Internal Business Process
Strategic Objectives
The strategic objectives in internal business processes that are related to Wits Beach Hotel include increasing the efficiency of the economies of scale (Pearce & Robinson, 2009). The other objective is to improve the card offerings for the organization, while the third strategic objective is to improve marketing in the hotel.
Metric
The first measure that will be used to measure the efficiency of the economies of scale in the organization is the measurement of the percentage decrease in redundancy in the organization. The revenues collected from the card programs will also be used as a gauge, while the marketing performance audit score (MPAS) will be used to measure marketing in the organization (Thompson, Gamble, & Strickland, 2006).
Target
One of the targets in the measures of internal processes is at least 2% increase in the MPAS annually for the next five years. The other target is growth in revenue of at least 5% over the same period.
Initiative
The initiatives that will be taken to ensure that the targets are achieved include the launching of a new market campaign on the internet and the local media. The company will also acquire an integration program and start a new card program (Pearce & Robinson, 2009). These measures will ensure that the company experiences growth on the marketing platform to stabilize its internal processes.
Learning and Growth
Strategic Objectives
The employee is considered the most important asset at Wits Beach Hotel. This observation is in line with the organizational goals. From the learning and growth perspective, the company’s first objective is to ensure workforce optimization. The second strategic objective is to improve the company’s use of technology in most of its operations, especially in the supply chain. The third strategic objective is to increase the knowledge and skills of the company’s workforce.
Metric
The three strategic objectives will be measured through appropriate methods.
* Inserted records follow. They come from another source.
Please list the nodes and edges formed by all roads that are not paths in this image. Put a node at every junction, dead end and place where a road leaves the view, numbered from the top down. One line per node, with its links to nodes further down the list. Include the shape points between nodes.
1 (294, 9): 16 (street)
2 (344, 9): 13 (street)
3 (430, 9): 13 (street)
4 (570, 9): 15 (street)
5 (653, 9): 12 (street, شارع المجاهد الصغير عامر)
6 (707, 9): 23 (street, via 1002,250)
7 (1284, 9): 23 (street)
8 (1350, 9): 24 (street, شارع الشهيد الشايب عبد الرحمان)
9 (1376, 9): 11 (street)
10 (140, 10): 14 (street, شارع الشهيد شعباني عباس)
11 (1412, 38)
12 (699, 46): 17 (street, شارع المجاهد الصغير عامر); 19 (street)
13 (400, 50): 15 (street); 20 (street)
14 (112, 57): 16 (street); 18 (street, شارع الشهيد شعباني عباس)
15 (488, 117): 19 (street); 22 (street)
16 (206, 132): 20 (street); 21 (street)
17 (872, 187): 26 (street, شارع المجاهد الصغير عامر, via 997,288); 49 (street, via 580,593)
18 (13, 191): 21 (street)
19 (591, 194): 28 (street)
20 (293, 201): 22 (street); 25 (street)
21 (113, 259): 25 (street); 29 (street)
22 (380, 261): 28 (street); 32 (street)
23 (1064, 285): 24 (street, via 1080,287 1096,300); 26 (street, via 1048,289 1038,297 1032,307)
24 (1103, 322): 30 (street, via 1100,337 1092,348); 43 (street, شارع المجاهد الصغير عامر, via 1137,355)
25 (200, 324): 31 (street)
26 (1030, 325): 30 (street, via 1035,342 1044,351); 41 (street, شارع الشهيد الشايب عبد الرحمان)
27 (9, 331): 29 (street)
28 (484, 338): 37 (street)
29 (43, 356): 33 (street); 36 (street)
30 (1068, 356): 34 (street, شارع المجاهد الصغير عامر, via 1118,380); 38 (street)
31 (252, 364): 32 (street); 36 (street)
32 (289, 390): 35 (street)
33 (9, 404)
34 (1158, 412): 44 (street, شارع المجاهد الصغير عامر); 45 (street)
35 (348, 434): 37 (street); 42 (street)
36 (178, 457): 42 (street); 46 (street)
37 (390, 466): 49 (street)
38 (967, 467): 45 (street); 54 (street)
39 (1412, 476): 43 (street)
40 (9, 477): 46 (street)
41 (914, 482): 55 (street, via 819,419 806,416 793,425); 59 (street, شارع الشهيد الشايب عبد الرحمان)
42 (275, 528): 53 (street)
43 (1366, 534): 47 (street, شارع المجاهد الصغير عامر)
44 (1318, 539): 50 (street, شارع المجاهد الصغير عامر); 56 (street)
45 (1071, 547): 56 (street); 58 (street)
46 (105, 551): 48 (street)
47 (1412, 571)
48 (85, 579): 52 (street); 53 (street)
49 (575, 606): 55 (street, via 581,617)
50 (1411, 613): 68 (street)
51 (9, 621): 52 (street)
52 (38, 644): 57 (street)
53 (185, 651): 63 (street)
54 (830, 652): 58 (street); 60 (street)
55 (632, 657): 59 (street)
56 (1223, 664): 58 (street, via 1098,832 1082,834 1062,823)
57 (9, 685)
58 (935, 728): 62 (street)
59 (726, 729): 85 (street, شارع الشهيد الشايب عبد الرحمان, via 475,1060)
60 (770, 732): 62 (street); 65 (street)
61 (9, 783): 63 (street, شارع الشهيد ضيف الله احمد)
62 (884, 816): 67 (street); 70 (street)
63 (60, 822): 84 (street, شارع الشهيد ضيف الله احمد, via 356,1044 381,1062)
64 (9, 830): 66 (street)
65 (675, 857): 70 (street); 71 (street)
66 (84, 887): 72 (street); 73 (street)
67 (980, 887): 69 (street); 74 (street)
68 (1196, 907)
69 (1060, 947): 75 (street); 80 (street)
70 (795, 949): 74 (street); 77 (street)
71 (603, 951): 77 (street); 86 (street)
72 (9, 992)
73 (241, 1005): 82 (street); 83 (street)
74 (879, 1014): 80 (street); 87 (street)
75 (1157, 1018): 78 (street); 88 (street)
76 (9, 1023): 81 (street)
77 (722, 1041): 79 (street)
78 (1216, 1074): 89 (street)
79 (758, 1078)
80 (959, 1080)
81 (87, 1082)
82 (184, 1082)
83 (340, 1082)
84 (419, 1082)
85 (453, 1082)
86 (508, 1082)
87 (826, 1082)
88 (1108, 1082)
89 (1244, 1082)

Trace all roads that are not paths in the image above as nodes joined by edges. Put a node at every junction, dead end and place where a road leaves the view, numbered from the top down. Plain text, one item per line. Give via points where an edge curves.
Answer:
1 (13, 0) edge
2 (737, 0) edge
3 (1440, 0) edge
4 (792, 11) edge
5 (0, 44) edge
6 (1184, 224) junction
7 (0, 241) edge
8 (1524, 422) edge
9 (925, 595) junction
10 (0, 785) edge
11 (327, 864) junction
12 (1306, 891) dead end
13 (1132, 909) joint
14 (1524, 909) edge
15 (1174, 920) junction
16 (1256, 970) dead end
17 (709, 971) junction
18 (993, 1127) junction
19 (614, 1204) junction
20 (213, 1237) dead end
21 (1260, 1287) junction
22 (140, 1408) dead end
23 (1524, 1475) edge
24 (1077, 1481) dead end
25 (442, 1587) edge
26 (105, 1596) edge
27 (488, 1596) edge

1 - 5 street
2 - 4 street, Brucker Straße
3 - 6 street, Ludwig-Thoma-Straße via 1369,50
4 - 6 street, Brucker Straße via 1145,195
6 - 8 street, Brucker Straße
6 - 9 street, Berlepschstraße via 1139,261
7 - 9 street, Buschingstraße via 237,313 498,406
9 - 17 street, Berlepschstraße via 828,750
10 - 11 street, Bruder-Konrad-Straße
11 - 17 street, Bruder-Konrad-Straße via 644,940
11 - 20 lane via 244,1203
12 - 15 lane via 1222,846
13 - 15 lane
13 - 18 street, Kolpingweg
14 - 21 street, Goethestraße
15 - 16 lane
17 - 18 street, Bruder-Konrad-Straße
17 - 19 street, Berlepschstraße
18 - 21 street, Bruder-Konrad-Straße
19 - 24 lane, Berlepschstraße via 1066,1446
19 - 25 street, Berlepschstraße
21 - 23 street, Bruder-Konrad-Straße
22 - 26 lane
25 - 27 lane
For workforce optimization, the productivity index will be the most appropriate metric to measure it. The other measure for the utilization of technology is the Technology Gap Analysis Score (TGAS), which will be utilized in the company (Thompson, Gamble, & Strickland, 2006). The Training Effectiveness Index (TEI) is another measure that will be used to measure learning and growth in the organization (Pearce, & Robinson, 2009). Specifically, it will measure the changes in the knowledge and skills of the workforce.
Target
The target for learning and growth perspective in the origination is to see an annual growth of more than 10% in all the scores described above for the next five years.
Initiative
The main initiatives that will be important in ensuring that the objectives set in the learning and growth aspects in the organization are achieved include the use of staffing optimization analysis, the use of e-commerce, and the institution of service training at the organization (Pearce & Robinson, 2009). These measures will improve organizational performance.
Reference List
Kaplan, S., & Norton, P. (1996). The Balanced Scorecard: Translating Strategy into Action. Boston: HBS Press.
Pearce, A., & Robinson, B. (2009). Strategic management: Formulation, implementation, and control. New York, NY: McGraw-Hill.
Thompson, A., Gamble, E., & Strickland, J. (2006). Strategy: Winning in the marketplace: Core concepts, analytical tools, cases. New York, NY: McGraw-Hill.